Orthokeratology / Corneal Reshaping
More popularly referred to as Ortho-K, this treatment involves wearing special contact lenses at night. During the day, the lenses are removed, and your vision is corrected. Ortho-K works by reshaping the eyeball while you sleep. It is not a permanent corrective measure, and you will need to keep wearing the lenses at night to have continued eye-corrective effects.
I remember hearing about this years ago when I was still in University. At that time, I was skeptical because I didn’t know what the long-term effects might be. Now that they have been in use for so many years (giving away my age), I guess they should be pretty safe to use.

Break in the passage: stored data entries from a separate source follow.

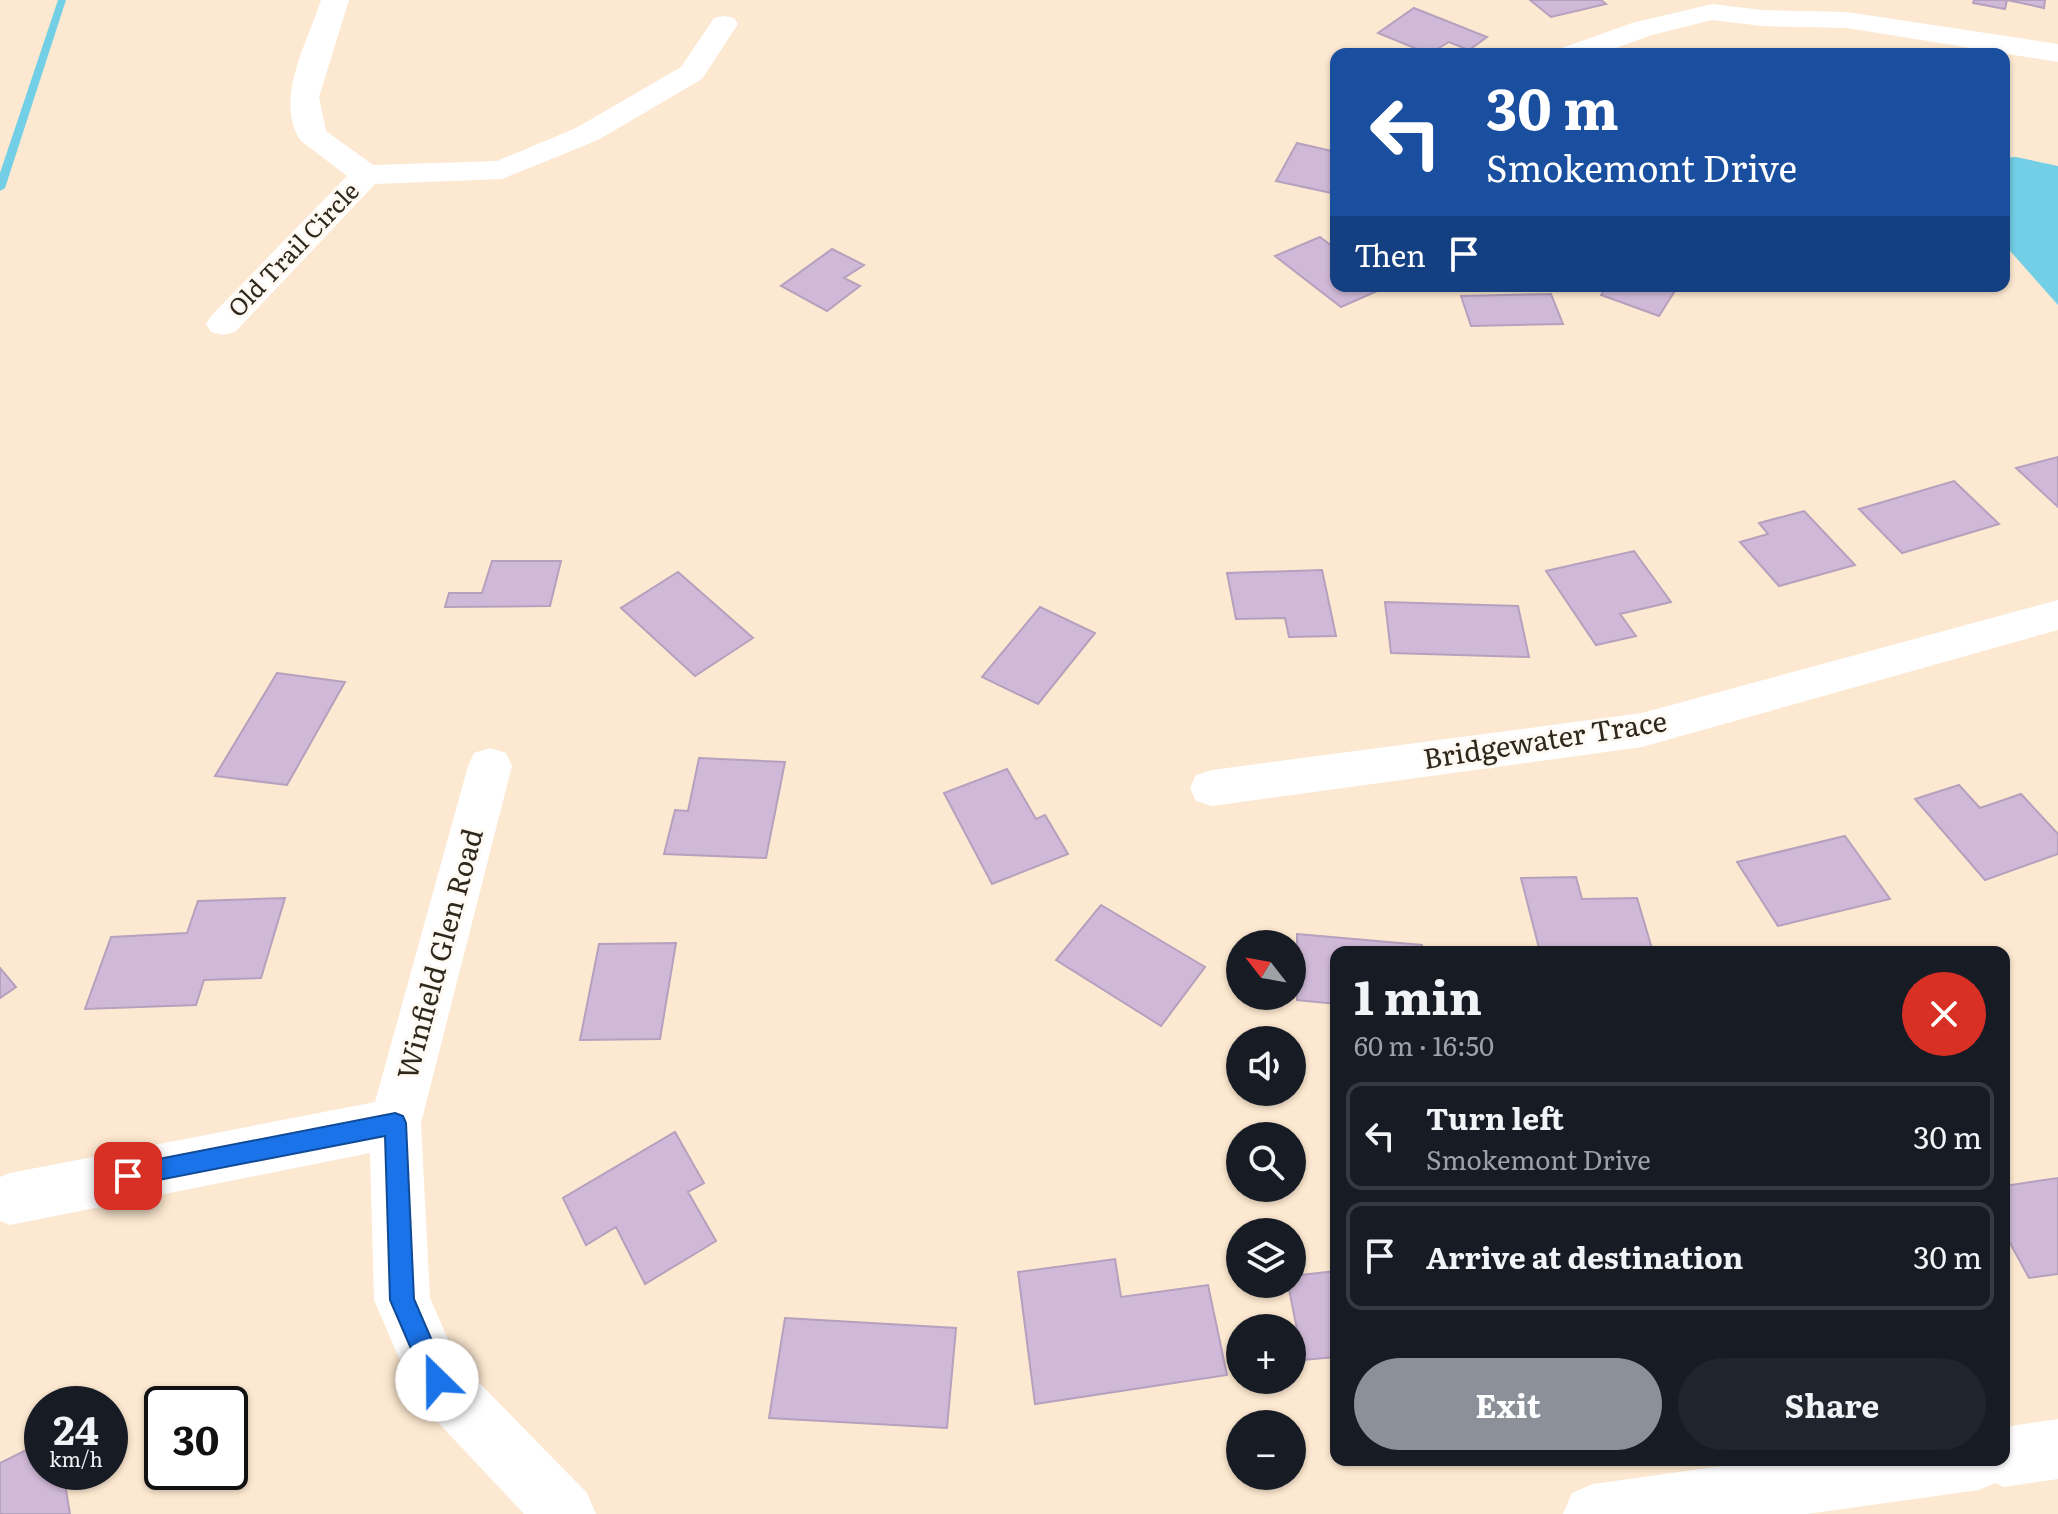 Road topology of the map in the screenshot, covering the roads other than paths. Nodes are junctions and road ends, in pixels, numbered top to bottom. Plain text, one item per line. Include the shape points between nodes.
1 (335, 0) edge
2 (1708, 6) edge
3 (724, 24) dead end
4 (1589, 48) edge
5 (2058, 53) edge
6 (366, 175) junction
7 (223, 324) dead end
8 (2058, 615) edge
9 (490, 766) dead end
10 (1212, 788) dead end
11 (395, 1123) junction
12 (10, 1199) dead end
13 (2058, 1449) edge
14 (2010, 1456) edge
15 (1936, 1466) edge
16 (566, 1514) edge
17 (1593, 1514) edge

1 - 6 street via 304,97 312,135
2 - 4 street
2 - 5 street via 1762,18 1847,20
3 - 6 street via 692,73 587,134 502,170
6 - 7 street, Old Trail Circle
8 - 10 street, Bridgewater Trace via 1642,730
9 - 11 street, Winfield Glen Road
11 - 12 street
11 - 16 street, Winfield Glen Road via 402,1300 437,1380
13 - 14 street
15 - 17 street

But… Contact lenses for kids? Is that wise? Well, it seems contact lenses have been used in infants with congenital cataracts and other eye conditions. Children as young as 8 to 11 years old tolerate them pretty well and are quite capable of handling them without help from their parents. The considerations of contact lenses for kids, therefore, depends on individual factors, such as how well your child handles responsibilities, such as household chores, keeping his room clean, personal hygiene practices, etc.
Eye infections can be a real problem if your child doesn’t take adequate care with his contact lenses. I would not recommend them if there is even a question about personal hygiene practices. Daily disposables are a safer bet for kids. Ortho-K lenses are not disposable and require proper cleaning and disinfecting every morning, so your child needs to be diligent about looking after them.

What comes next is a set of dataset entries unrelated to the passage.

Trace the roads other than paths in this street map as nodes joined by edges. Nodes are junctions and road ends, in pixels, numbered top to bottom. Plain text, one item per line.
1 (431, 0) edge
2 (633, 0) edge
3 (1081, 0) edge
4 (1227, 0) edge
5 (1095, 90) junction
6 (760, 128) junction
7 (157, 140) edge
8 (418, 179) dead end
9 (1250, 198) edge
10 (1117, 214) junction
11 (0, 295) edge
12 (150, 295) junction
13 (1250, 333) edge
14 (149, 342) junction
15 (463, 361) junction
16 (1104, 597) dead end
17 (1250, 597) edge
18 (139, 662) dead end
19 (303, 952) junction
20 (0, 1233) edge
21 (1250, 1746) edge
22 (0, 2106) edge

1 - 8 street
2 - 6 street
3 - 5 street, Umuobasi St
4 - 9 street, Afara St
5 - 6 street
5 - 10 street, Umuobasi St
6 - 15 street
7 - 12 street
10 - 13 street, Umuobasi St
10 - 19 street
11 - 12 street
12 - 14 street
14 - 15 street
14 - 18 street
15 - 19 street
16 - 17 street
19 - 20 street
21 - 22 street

Multi-focal lenses (also referred to as progressive lenses or PAL) have different powers at different zones of the lens, with the top of the lens (for distance vision) at the full corrective power with a progressive decrease towards the bottom of the lens (for near vision). Studies have shown them to have some effect in slowing the progression of myopia, although the results are varied. Multi-focal contact lenses appear to be more promising than multifocal spectacles while the results for multifocal spectacles are mixed. In fact, given the significant cost of multi-focal lenses, it is not recommended for routine treatment.
The Correction of Myopia Evaluation Trial (COMET) looked at the effect of PALs compared to single vision lenses on myopic progression. The study involved 469 subjects, age six to 11, with myopic prescriptions between -1.25 and -4.50 spherical equivalent. Over the course of three years, they found a statistically significant difference between PAL and single vision lenses of 0.20 D.
Soft multifocal contact lens wear resulted in a 50% reduction in the progression of myopia and a 29% reduction in axial elongation during the 2-year treatment period compared to a historical control group.
If you want to slow the progression of myopia, there is one thing you shouldn’t do – get undercorrected lenses. There is a general premise that we can reduce myopia progression by getting the optometrist to prescribe weaker lenses. The research, unfortunately, shows that this has the opposite effect of increasing the progression of myopia.
The data shows undercorrected children progress faster in their myopia – therefore, it is preferable to give children an updated prescription as soon as their eyes change to help stabilize their vision as best as possible. – Review of Optometry
The Bottom Line
Until further studies emerge, these are the best methods currently for reducing the progression of myopia:
- increased outdoor exposure
- ortho-k or bifocal soft contact lenses
Let’s see how responsible G1 is with his glasses before we make a decision on the contact lenses.